On his journey to find the antelope, the boy saves various animals — bird chicks from a cobra, tiger cubs from a pit, and removes a spear from an elephant's foot. The grateful animals help him reach the antelope quickly. She gives him the gold and a bamboo flute to summon her, then carries him back to meet the deadline.

The raja takes the flute and summons the antelope, demanding great wealth. Despite her warning that there might be too much gold, the greedy raja insists on more. The antelope warns that if he says "enough," all gold will turn to pottery shards. She then runs through the palace, striking gold sparks. Buried under falling coins, the desperate raja cries "enough!" - and all the gold becomes worthless shards. His servants abandon him, saying they'll find another raja. The boy and antelope depart together toward the mountains.

==Voice cast==
- Valentina Sperantova as boy
- Nina Nikitina as the antelope
- Ruben Simonov as Raja
- Aleksandr Gruzinskiy as Raja's servant

==Production==
The film "makes considerable use of traced live-action scenes" with the human figures were recorded with the rotoscope. Leonid Shvartsman drew all the characters except the antelope, which was drawn by Natalia Stroganova, a student of the wildlife artist Vasily Vatagin. Shvartsman spent hours in the Lenin Library going through albums about India and Sikhs to create the Raja, his assistant, guards, the tiger, and the boy.

The characters, who are realistically illustrated, wear traditional Indian dress. Ruben Simonov, who voiced the Raja, wore a turban and a khalat (robe) and walked hunched over with his hands behind his back, just like his character. Shvartsman noted that Simonov brought a lot to his role—"characteristic gait, gestures, intonations."

The composer was Vladimir Mikhailovich Yurovsky and the soundtrack was played by the USSR Ministry of Culture Orchestra under the direction of Grigori Gamburg.

==Reception==
===Critical response===
The film was well received both domestically and internationally. A TASS transmission reported that the film was met "with great success in the cinemas of the country. Animator Yuri Norstein commended it as an exemplary Soviet animated film that demonstrates perfect color harmony and dramaturgy and as a great achievement of animation. Fyodor Khitruk called it a masterpiece. Film critic Larisa Malyukova described it as "a true animated masterpiece", praising its "sharp, laconic dialogues and expressive characters", especially the Raja and Ruben Simonov's voicing of the Raja. Sergey Asenin similarly commended Ruben Simonov's voicing of the Raja. In 1958, its script writer Nikolai Abramov listed it among Soviet films that "stand up to the best of animated films produced anywhere." Eleanor Cowen found it overally brilliant and lavish.

===Accolades===
- 1955 Cannes Film Festival Short Film Special Distinction
- 1955 International Film Festival at Durban Diploma
- 1955 International Festival of Short Films in Belgrade Diploma
- 1957 First British International Film Festival in London (Festival of Festivals)

===Legacy===
In Russian media, it is referred to as a masterpiece and a classic of Soviet animation.

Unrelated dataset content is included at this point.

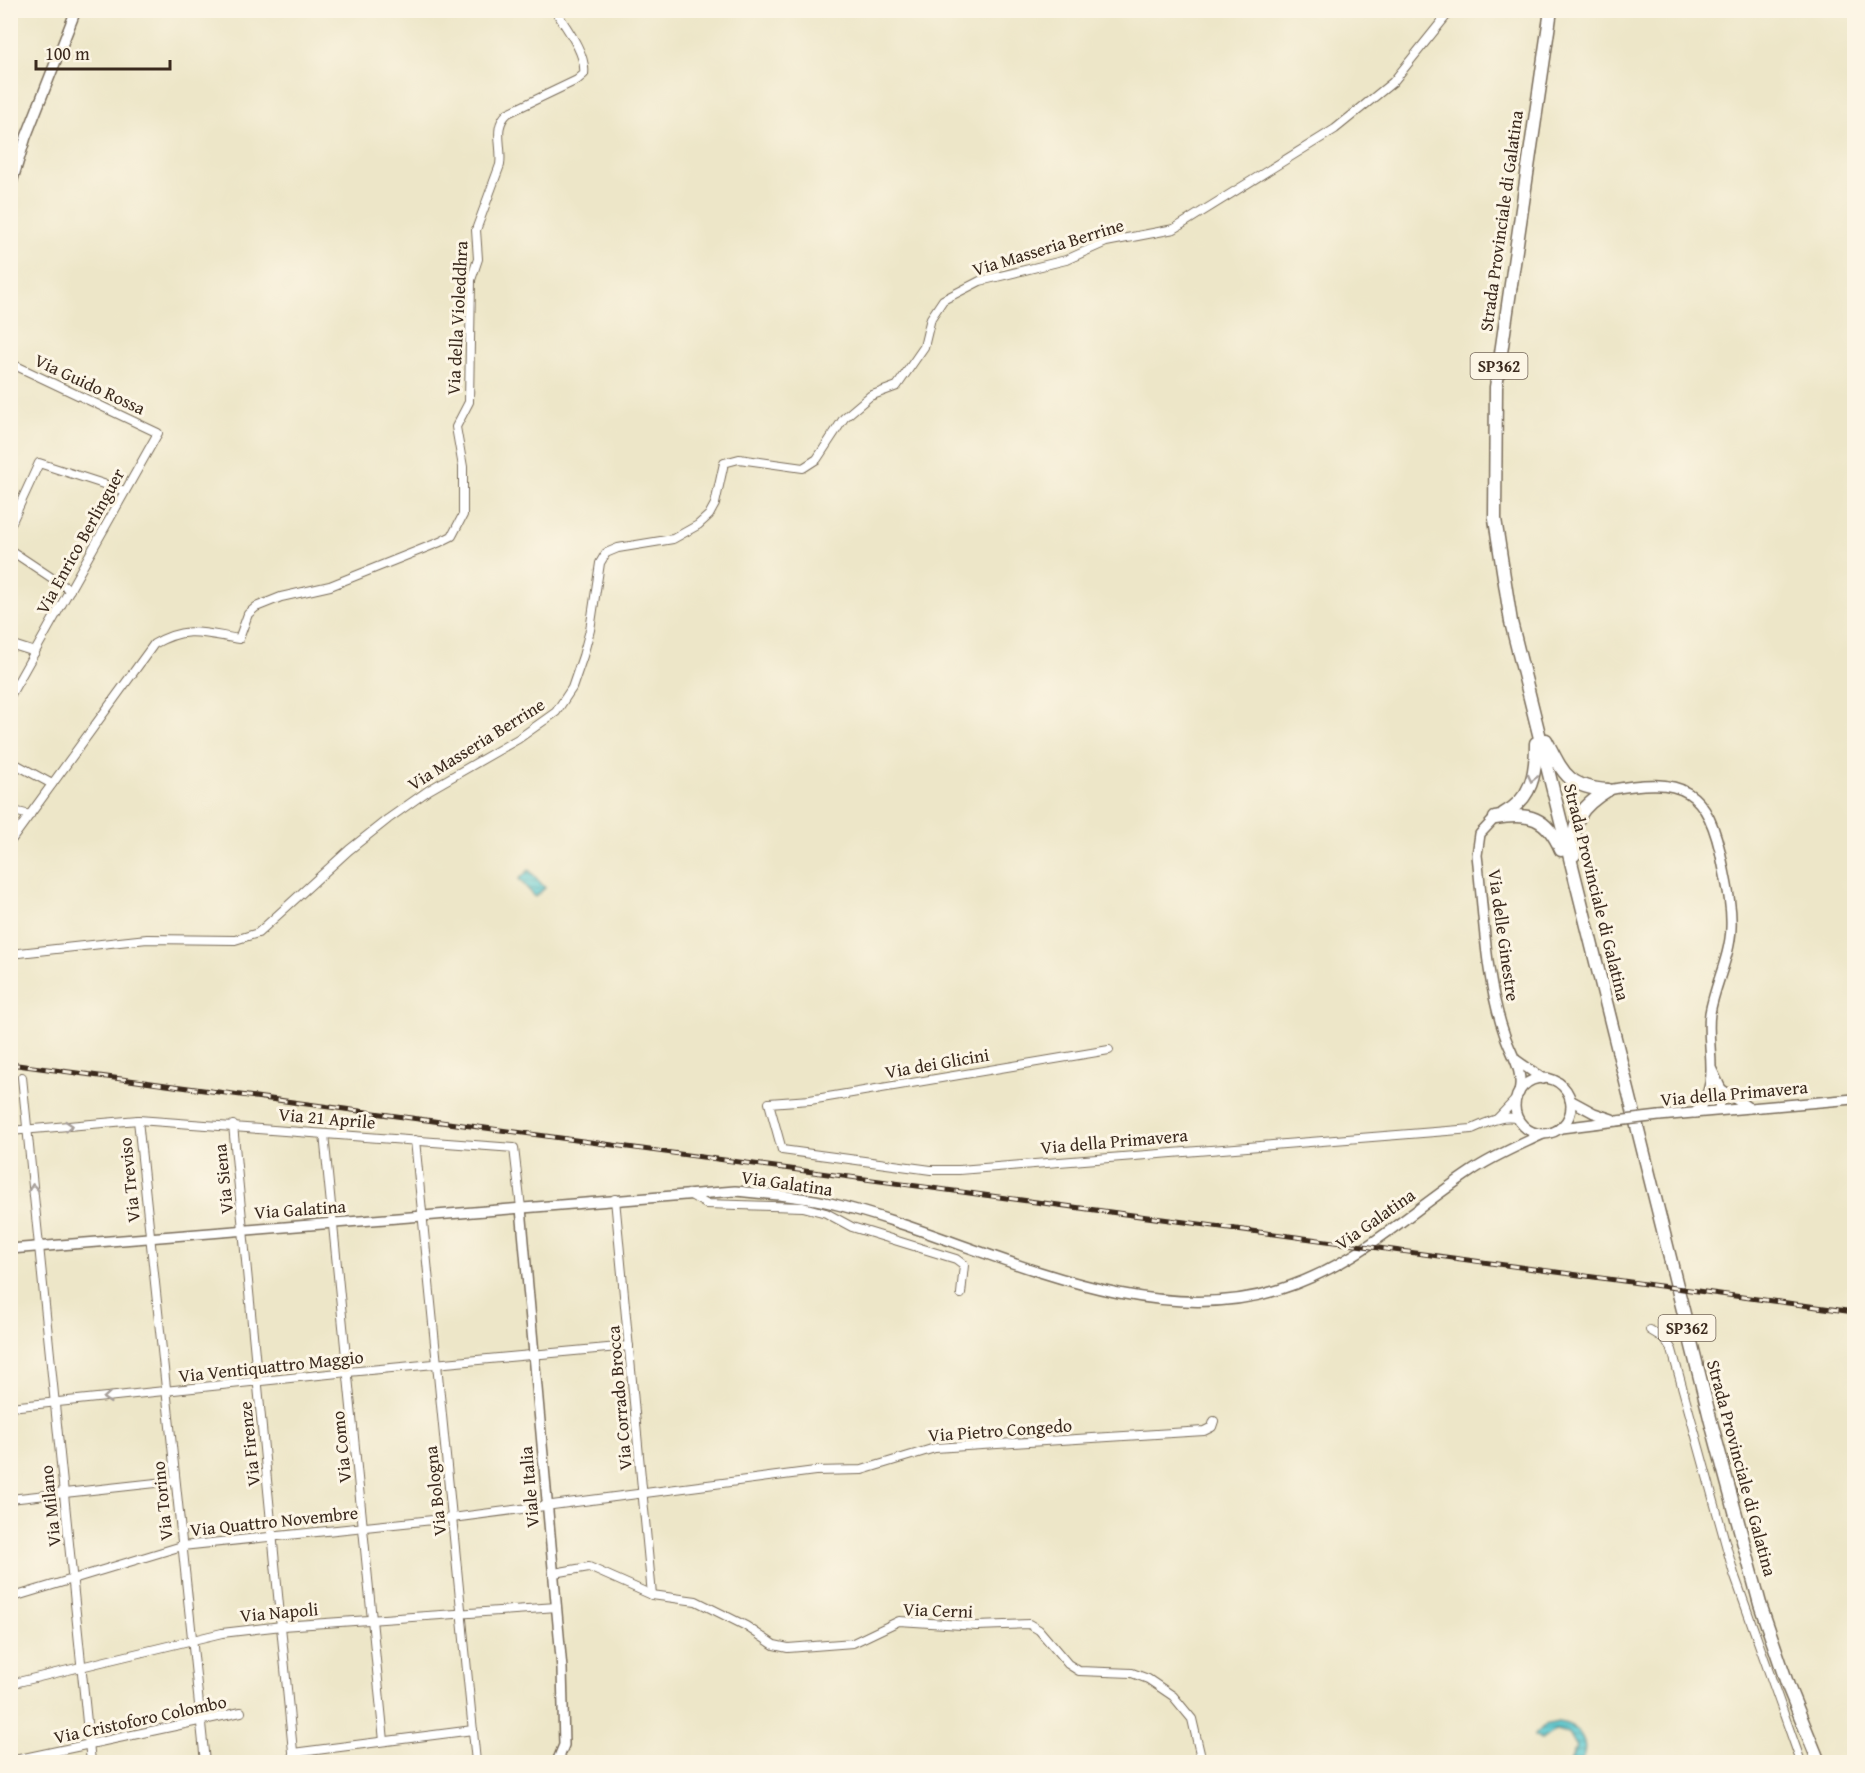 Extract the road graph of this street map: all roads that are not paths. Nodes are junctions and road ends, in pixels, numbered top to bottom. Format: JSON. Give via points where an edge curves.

Along with The Snow Queen (1957), The Golden Antelope is considered Atamanov's best work.

In 1978, the fairy tale "The Golden Antelope" was released as a children's phonograph record.

In 2021 Moscow Mayor Sergey Sobyanin opened the "Soyuzmultpark" multimedia center at the Exhibition of Achievements of National Economy (VDNKh), featuring four interactive zones based on several Soviet animated films including The Golden Antelope, where visitors can participate in animation workshops and create their own cartoons.